When the slit width is only a multiple of a few wavelengths, i. e. \(W/\lambda \sim m\), the intensity profile close to the slit, calculated using the first RS integral, has an oscillatory behaviour with a number of lobes equal to m. This is in contrast to the assumption of a constant field amplitude at \(z = 0\). However, this is not only confirmed by other calculation methods but also experimentally verified for optical waves [5]. It is the result of scattering and resonance imposed by the boundary of the narrow slit. In wider slits the intensity approaches 1.0 and the number of small oscillations decrease in amplitude and increases in the same step of m (see Fig. 11b). By contrast, in the Fresnel diffraction the number of oscillations in the intensity profile increases to infinity as one approaches \(z = 0\).

The differences in the dark focusing between the intensity maps of the matter wave diffraction and the Rayleigh-Sommerfeld diffraction can be quantitatively analyzed by comparing the position of the maxima and minima of the second derivative along the symmetry axis (z-axis).
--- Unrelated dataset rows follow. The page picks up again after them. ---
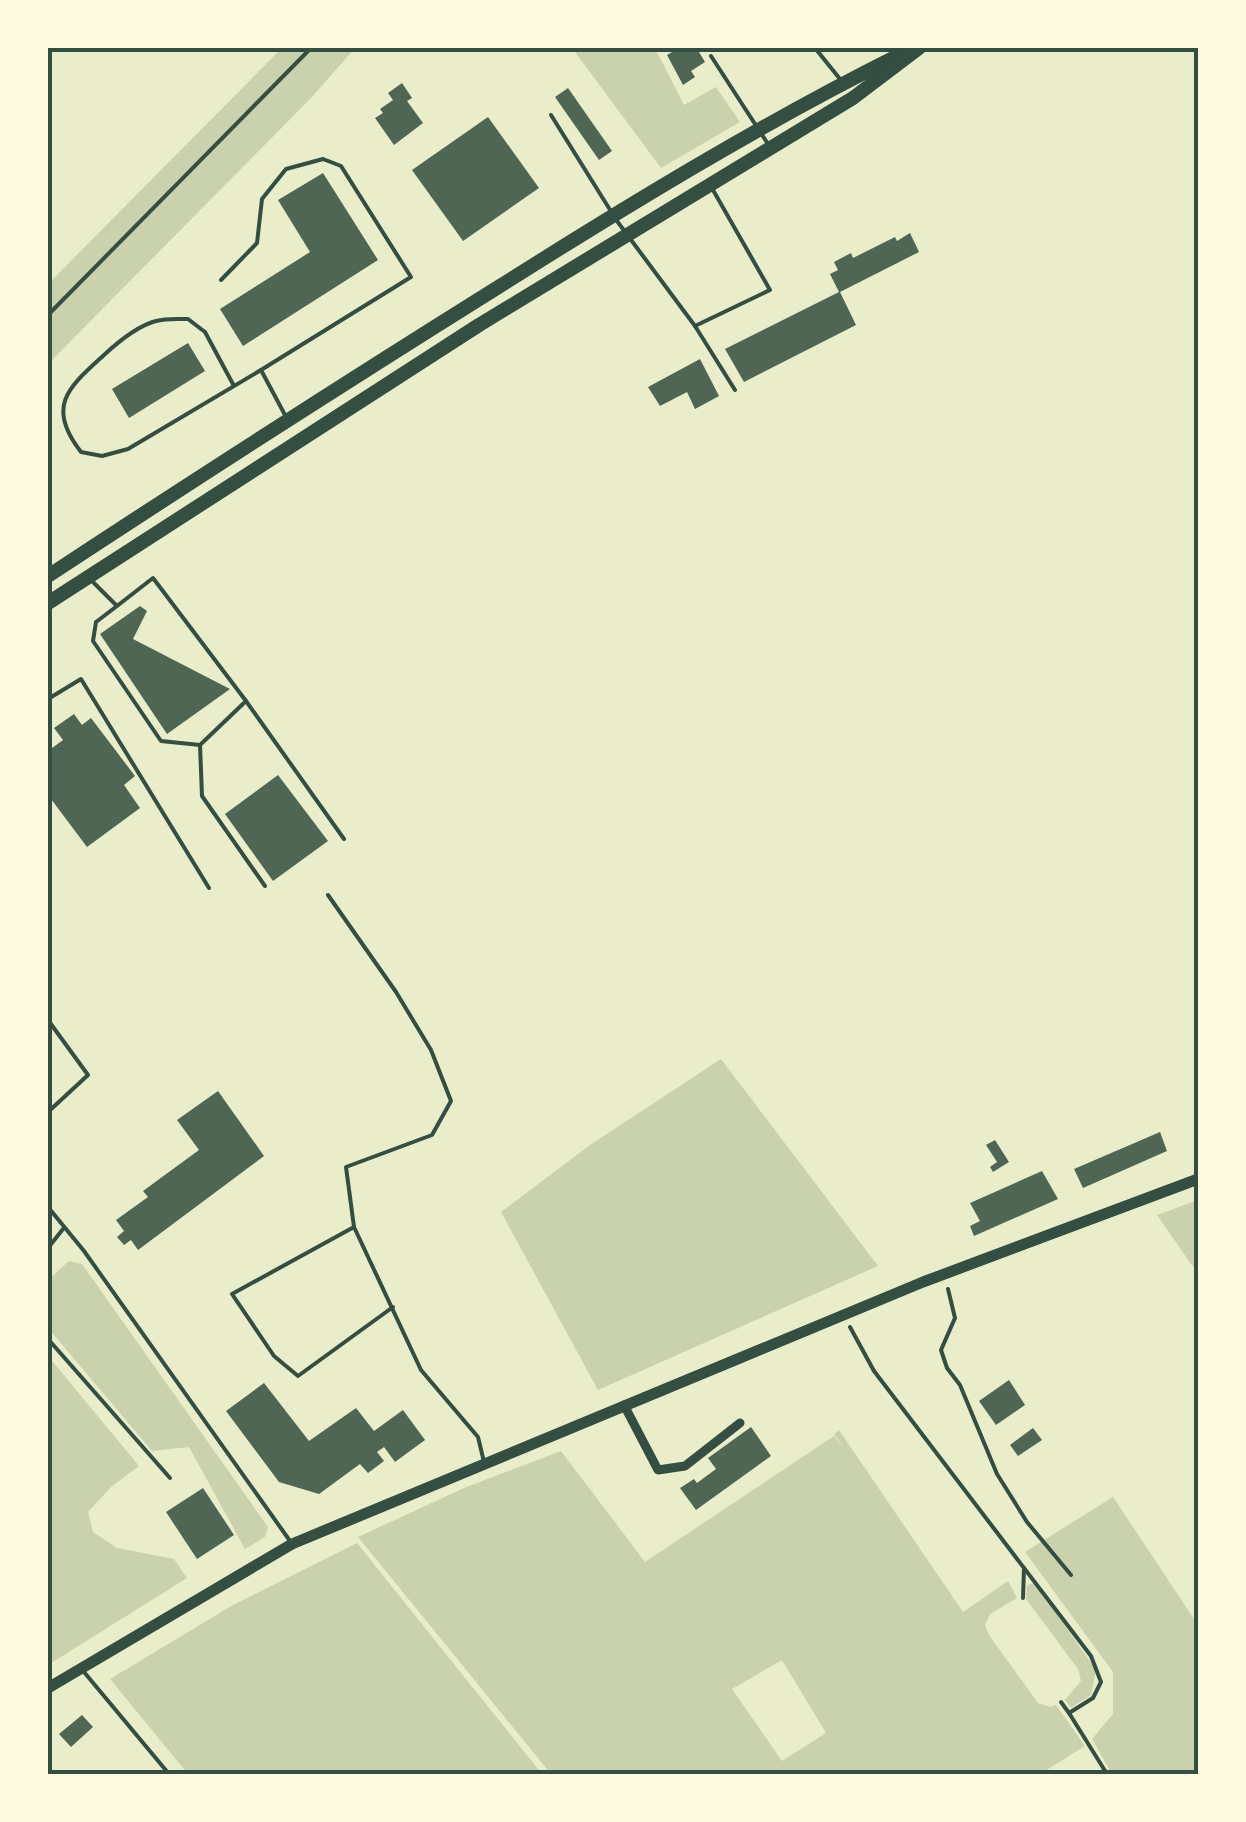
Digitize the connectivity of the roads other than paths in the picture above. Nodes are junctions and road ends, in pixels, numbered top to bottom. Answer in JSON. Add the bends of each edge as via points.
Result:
{"nodes":[{"id":1,"x":815,"y":48,"type":"edge"},
{"id":2,"x":916,"y":48,"type":"edge"},
{"id":3,"x":712,"y":56,"type":"dead end"},
{"id":4,"x":844,"y":82,"type":"junction"},
{"id":5,"x":853,"y":98,"type":"junction"},
{"id":6,"x":551,"y":115,"type":"dead end"},
{"id":7,"x":758,"y":128,"type":"junction"},
{"id":8,"x":770,"y":147,"type":"junction"},
{"id":9,"x":696,"y":165,"type":"junction"},
{"id":10,"x":709,"y":184,"type":"junction"},
{"id":11,"x":613,"y":215,"type":"junction"},
{"id":12,"x":626,"y":234,"type":"junction"},
{"id":13,"x":221,"y":280,"type":"dead end"},
{"id":14,"x":481,"y":298,"type":"junction"},
{"id":15,"x":492,"y":317,"type":"junction"},
{"id":16,"x":695,"y":326,"type":"junction"},
{"id":17,"x":261,"y":370,"type":"junction"},
{"id":18,"x":234,"y":386,"type":"junction"},
{"id":19,"x":734,"y":390,"type":"dead end"},
{"id":20,"x":287,"y":420,"type":"junction"},
{"id":21,"x":299,"y":438,"type":"junction"},
{"id":22,"x":72,"y":560,"type":"junction"},
{"id":23,"x":48,"y":576,"type":"edge"},
{"id":24,"x":88,"y":577,"type":"junction"},
{"id":25,"x":48,"y":604,"type":"edge"},
{"id":26,"x":117,"y":606,"type":"junction"},
{"id":27,"x":48,"y":698,"type":"edge"},
{"id":28,"x":246,"y":701,"type":"junction"},
{"id":29,"x":200,"y":745,"type":"junction"},
{"id":30,"x":344,"y":839,"type":"dead end"},
{"id":31,"x":265,"y":886,"type":"dead end"},
{"id":32,"x":209,"y":888,"type":"dead end"},
{"id":33,"x":328,"y":895,"type":"dead end"},
{"id":34,"x":48,"y":1020,"type":"edge"},
{"id":35,"x":48,"y":1112,"type":"edge"},
{"id":36,"x":1198,"y":1180,"type":"edge"},
{"id":37,"x":48,"y":1208,"type":"edge"},
{"id":38,"x":64,"y":1227,"type":"junction"},
{"id":39,"x":354,"y":1227,"type":"junction"},
{"id":40,"x":48,"y":1248,"type":"edge"},
{"id":41,"x":393,"y":1306,"type":"junction"},
{"id":42,"x":48,"y":1338,"type":"edge"},
{"id":43,"x":624,"y":1404,"type":"junction"},
{"id":44,"x":740,"y":1423,"type":"dead end"},
{"id":45,"x":484,"y":1462,"type":"junction"},
{"id":46,"x":170,"y":1478,"type":"dead end"},
{"id":47,"x":292,"y":1544,"type":"junction"},
{"id":48,"x":81,"y":1668,"type":"junction"},
{"id":49,"x":48,"y":1688,"type":"edge"},
{"id":50,"x":169,"y":1774,"type":"edge"}],
"edges":[{"from":1,"to":4,"type":"lane"},
{"from":2,"to":4,"type":"main road"},
{"from":2,"to":5,"type":"main road"},
{"from":3,"to":7,"type":"lane"},
{"from":4,"to":5,"type":"lane"},
{"from":4,"to":7,"type":"main road"},
{"from":5,"to":8,"type":"main road"},
{"from":6,"to":11,"type":"lane"},
{"from":7,"to":8,"type":"lane"},
{"from":7,"to":9,"type":"main road"},
{"from":8,"to":10,"type":"main road"},
{"from":9,"to":10,"type":"lane"},
{"from":9,"to":11,"type":"main road"},
{"from":10,"to":12,"type":"main road"},
{"from":10,"to":16,"type":"lane","via":[[770,290]]},
{"from":11,"to":12,"type":"lane"},
{"from":11,"to":14,"type":"main road"},
{"from":12,"to":15,"type":"main road"},
{"from":12,"to":16,"type":"lane"},
{"from":13,"to":17,"type":"lane","via":[[257,243],[262,198],[286,169],[323,160],[341,166],[411,276]]},
{"from":14,"to":15,"type":"lane"},
{"from":14,"to":20,"type":"main road"},
{"from":15,"to":21,"type":"main road"},
{"from":16,"to":19,"type":"lane"},
{"from":17,"to":18,"type":"lane"},
{"from":17,"to":20,"type":"lane"},
{"from":18,"to":18,"type":"lane","via":[[205,332],[188,319],[155,321],[120,339],[68,388],[63,415],[81,452],[102,456],[128,449]]},
{"from":20,"to":21,"type":"lane"},
{"from":20,"to":22,"type":"main road"},
{"from":21,"to":24,"type":"main road"},
{"from":22,"to":23,"type":"main road"},
{"from":22,"to":24,"type":"lane"},
{"from":24,"to":25,"type":"main road"},
{"from":24,"to":26,"type":"lane"},
{"from":26,"to":28,"type":"lane","via":[[153,578]]},
{"from":26,"to":29,"type":"lane","via":[[96,622],[93,641],[161,742]]},
{"from":27,"to":32,"type":"lane","via":[[81,679]]},
{"from":28,"to":29,"type":"lane"},
{"from":28,"to":30,"type":"lane"},
{"from":29,"to":31,"type":"lane","via":[[202,796]]},
{"from":33,"to":39,"type":"lane","via":[[431,1050],[451,1101],[432,1135],[346,1167]]},
{"from":34,"to":35,"type":"lane","via":[[88,1076]]},
{"from":36,"to":43,"type":"street"},
{"from":37,"to":38,"type":"lane"},
{"from":38,"to":40,"type":"lane"},
{"from":38,"to":47,"type":"lane"},
{"from":39,"to":41,"type":"lane"},
{"from":39,"to":41,"type":"lane","via":[[232,1294],[274,1356],[298,1376]]},
{"from":41,"to":45,"type":"lane","via":[[421,1370],[478,1436]]},
{"from":42,"to":46,"type":"lane"},
{"from":43,"to":44,"type":"street","via":[[658,1470],[685,1466]]},
{"from":43,"to":45,"type":"street"},
{"from":45,"to":47,"type":"street"},
{"from":47,"to":48,"type":"street"},
{"from":48,"to":49,"type":"street"},
{"from":48,"to":50,"type":"lane"}]}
For a direct comparison with the results of Sect. 3 we define the normalized coordinates \(\chi = x/W\) and \(\tau = z\lambda /W^{2}\). The results are illustrated in Fig. 12. The second derivative with regard to \(\chi \) of the intensity pattern in Fig. 11a was evaluated numerically along the \(\tau \)-axis. Profiles of the intensity at the \(\tau \) values of first two maxima and minima listed in Table 1 are presented in Fig. 12a. A visual inspection finds clear similarities with the profiles of Fig. 3b. However, when we mark the positions of these maxima and minima in the second derivative of the intensity, denoted by \(\beta _{-}^{\mathrm{RS}}(\tau )\) and presented in Fig. 12b, an increasing deviation is perceived along the inverse coordinate (\(1/\tau \)) between the actual maxima and minima and the corresponding values of Table 1. For instance, the curvature at \(\chi = 0\) of the last profile in Fig. 12a (plotted in magenta) is in contrast to the nonzero curvature of the blue profile. The deviation is explained by the fact that intensity patterns of the Rayleigh-Sommerfeld diffraction present always a finite number of lobes, and thus bright or dark focus regions. By contrast, in the Fresnel diffraction the number of lobes, either of maxima, or minima increases to infinity as one approaches the slit.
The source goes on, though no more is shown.